Une place PMR doit répondre à des critères techniques précis pour permettre le déploiement d’un fauteuil roulant ou l’usage d’un hayon élévateur.
| Caractéristique | Norme réglementaire | Objectif |
|---|---|---|
| Largeur minimale | 3,30 mètres | Sortie du fauteuil |
| Longueur minimale | 5,00 mètres | Dégagement arrière |
| Pente et dévers | Inférieur à 2% | Stabilité du transfert |
| Signalisation verticale | Panneau B6a1 + Panonceau M6h | Visibilité légale |
La signalisation horizontale consiste en un marquage blanc ou bleu avec le pictogramme de la silhouette en fauteuil roulant. L’absence de ces éléments peut rendre la verbalisation contestable. Une place PMR efficace intègre une bande de transfert latérale indispensable au conducteur seul en fauteuil. Sans cet espace, la place perd sa fonction première d’accessibilité.
Sanctions et usage abusif : les risques encourus
L’utilisation d’une place réservée sans titre valide est qualifiée de stationnement gênant par le Code de la route.

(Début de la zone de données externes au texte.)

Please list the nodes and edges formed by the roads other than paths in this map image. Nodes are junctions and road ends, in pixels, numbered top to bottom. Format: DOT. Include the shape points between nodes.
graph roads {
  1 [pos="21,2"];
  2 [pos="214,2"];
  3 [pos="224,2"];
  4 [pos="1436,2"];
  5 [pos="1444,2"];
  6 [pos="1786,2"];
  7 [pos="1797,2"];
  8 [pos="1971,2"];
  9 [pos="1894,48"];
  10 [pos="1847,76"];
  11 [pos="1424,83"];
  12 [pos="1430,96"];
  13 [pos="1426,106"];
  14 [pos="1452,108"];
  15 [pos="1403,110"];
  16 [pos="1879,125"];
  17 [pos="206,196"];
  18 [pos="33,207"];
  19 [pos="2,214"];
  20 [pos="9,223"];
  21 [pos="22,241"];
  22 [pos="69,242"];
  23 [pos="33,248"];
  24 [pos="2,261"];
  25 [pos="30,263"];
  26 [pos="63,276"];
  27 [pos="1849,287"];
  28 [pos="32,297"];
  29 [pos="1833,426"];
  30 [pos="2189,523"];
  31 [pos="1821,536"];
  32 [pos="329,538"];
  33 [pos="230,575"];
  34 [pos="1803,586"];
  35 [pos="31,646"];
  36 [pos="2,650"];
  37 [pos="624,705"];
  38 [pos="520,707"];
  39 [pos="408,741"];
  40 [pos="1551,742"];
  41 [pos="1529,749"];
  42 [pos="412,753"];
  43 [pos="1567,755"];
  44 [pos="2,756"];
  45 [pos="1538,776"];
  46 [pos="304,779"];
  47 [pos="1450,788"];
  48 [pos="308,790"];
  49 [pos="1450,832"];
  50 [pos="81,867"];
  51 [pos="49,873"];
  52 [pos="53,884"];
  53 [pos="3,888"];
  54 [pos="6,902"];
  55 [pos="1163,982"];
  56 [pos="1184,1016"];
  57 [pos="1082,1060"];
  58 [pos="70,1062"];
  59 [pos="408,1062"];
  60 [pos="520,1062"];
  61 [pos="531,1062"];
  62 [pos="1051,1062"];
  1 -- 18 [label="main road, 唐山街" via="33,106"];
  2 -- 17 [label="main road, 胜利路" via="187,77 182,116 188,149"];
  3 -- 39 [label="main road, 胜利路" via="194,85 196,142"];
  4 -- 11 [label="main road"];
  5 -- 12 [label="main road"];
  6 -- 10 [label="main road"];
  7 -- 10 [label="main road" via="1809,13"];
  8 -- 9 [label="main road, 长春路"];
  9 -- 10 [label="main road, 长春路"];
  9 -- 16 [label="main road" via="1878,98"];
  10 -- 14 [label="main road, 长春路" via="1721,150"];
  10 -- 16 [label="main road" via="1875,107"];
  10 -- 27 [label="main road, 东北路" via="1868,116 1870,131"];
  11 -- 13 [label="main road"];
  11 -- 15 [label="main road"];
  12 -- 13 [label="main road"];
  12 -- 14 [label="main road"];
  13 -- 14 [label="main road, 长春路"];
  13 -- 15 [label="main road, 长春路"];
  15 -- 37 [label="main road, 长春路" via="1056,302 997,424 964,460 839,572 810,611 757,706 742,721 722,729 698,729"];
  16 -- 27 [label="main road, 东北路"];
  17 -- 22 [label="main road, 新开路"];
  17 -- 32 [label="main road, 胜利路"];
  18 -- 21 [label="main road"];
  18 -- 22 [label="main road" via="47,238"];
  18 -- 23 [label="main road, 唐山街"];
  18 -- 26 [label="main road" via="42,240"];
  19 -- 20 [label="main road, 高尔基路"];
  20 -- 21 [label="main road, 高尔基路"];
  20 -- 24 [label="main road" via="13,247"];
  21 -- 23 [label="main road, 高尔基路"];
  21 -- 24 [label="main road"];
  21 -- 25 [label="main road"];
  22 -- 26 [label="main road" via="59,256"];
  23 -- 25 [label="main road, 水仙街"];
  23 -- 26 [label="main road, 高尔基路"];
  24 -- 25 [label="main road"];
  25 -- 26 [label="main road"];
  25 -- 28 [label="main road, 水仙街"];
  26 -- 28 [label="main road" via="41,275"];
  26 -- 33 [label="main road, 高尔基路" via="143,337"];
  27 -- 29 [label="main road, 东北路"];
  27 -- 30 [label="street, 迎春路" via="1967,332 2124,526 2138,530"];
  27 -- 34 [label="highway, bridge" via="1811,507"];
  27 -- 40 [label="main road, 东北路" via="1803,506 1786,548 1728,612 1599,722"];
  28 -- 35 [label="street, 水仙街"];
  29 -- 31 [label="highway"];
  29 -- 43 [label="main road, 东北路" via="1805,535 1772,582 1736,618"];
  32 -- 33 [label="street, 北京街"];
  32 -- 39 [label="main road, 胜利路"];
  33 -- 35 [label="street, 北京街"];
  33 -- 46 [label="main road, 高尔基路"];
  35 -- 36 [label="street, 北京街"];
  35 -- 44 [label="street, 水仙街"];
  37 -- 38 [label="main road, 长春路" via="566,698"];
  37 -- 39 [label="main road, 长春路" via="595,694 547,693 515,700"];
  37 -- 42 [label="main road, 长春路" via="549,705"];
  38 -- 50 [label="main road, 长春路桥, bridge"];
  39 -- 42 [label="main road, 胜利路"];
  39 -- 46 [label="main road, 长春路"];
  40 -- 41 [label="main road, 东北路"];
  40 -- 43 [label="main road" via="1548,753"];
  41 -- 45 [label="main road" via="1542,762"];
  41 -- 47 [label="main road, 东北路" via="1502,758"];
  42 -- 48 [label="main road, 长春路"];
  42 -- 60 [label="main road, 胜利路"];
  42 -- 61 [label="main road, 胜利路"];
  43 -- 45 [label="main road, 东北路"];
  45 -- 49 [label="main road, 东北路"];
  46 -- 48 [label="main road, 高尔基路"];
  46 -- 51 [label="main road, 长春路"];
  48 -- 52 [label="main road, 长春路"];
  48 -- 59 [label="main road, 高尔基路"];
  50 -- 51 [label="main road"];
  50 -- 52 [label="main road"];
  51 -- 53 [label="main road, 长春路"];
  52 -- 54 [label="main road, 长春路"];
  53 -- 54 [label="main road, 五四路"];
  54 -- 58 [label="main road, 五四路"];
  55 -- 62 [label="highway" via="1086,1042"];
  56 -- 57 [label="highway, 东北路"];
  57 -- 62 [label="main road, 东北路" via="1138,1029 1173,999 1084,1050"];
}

L’amende forfaitaire et la mise en fourrière
Le montant de l’amende pour stationnement non autorisé sur une place PMR s’élève à 135 €. Cette contravention de 4ème classe n’est pas minorée en cas de paiement rapide. Le véhicule peut également faire l’objet d’une mise en fourrière immédiate sur demande des agents de police ou des ASVP. Les frais de remorquage et de garde journalière s’ajoutent alors à l’amende.
Le cas de l’usurpation de carte
L’utilisation de la carte d’un tiers décédé, d’une photocopie ou d’une fausse carte constitue un délit grave. Les contrôles sont facilités par le flashcode présent sur les CMI, permettant aux agents de vérifier instantanément la validité du titre. En cas de fraude, l’usager s’expose à des poursuites pénales pour usage de faux, avec des amendes pouvant atteindre plusieurs milliers d’euros et la confiscation définitive du titre.
Obligations des entreprises et des établissements recevant du public (ERP)
Tout établissement disposant d’un parking destiné au public ou au personnel doit réserver une partie de ses places aux PMR. L’arrêté du 1er août 2006 impose qu’au moins 2% du nombre total de places soient aménagées et réservées.
Au-delà de 500 places, le nombre de places adaptées est fixé par arrêté municipal, avec un minimum de 10 emplacements. Ces places doivent être situées au plus près de l’entrée principale ou de l’ascenseur. Le cheminement entre le parking et l’entrée doit être accessible, sans marches et avec une largeur de passage suffisante.
L’arrêté du 27 octobre 2023 renforce l’accessibilité des infrastructures de recharge pour véhicules électriques (IRVE). Désormais, une place sur vingt-cinq équipée d’une borne de recharge doit être dimensionnée selon les normes PMR, avec une longueur pouvant atteindre 7 à 9 mètres pour les recharges rapides. Cette mesure anticipe les besoins de mobilité de tous les conducteurs dans le cadre de la transition énergétique.